(Records Opens)
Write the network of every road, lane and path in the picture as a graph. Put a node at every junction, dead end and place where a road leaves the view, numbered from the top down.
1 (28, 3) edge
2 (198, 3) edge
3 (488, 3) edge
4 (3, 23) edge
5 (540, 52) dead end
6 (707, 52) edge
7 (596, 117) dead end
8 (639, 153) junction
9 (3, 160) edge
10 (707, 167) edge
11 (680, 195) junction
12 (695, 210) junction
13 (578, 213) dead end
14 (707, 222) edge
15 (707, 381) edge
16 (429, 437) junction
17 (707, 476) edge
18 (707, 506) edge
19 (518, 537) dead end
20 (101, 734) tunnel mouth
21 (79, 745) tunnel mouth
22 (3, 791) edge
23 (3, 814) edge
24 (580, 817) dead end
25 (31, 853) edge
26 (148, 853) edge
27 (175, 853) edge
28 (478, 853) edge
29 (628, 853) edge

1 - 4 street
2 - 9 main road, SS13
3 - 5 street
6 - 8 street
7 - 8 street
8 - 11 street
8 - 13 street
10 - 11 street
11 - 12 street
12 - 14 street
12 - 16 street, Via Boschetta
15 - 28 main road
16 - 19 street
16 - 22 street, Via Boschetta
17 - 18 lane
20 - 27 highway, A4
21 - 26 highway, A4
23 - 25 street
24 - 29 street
(Records Closes)
▸ Instructions for the task
Go through the listing above and reproduce all of it exactly.

▸ Result below
Write the network of every road, lane and path in the picture as a graph. Put a node at every junction, dead end and place where a road leaves the view, numbered from the top down.
1 (28, 3) edge
2 (198, 3) edge
3 (488, 3) edge
4 (3, 23) edge
5 (540, 52) dead end
6 (707, 52) edge
7 (596, 117) dead end
8 (639, 153) junction
9 (3, 160) edge
10 (707, 167) edge
11 (680, 195) junction
12 (695, 210) junction
13 (578, 213) dead end
14 (707, 222) edge
15 (707, 381) edge
16 (429, 437) junction
17 (707, 476) edge
18 (707, 506) edge
19 (518, 537) dead end
20 (101, 734) tunnel mouth
21 (79, 745) tunnel mouth
22 (3, 791) edge
23 (3, 814) edge
24 (580, 817) dead end
25 (31, 853) edge
26 (148, 853) edge
27 (175, 853) edge
28 (478, 853) edge
29 (628, 853) edge

1 - 4 street
2 - 9 main road, SS13
3 - 5 street
6 - 8 street
7 - 8 street
8 - 11 street
8 - 13 street
10 - 11 street
11 - 12 street
12 - 14 street
12 - 16 street, Via Boschetta
15 - 28 main road
16 - 19 street
16 - 22 street, Via Boschetta
17 - 18 lane
20 - 27 highway, A4
21 - 26 highway, A4
23 - 25 street
24 - 29 street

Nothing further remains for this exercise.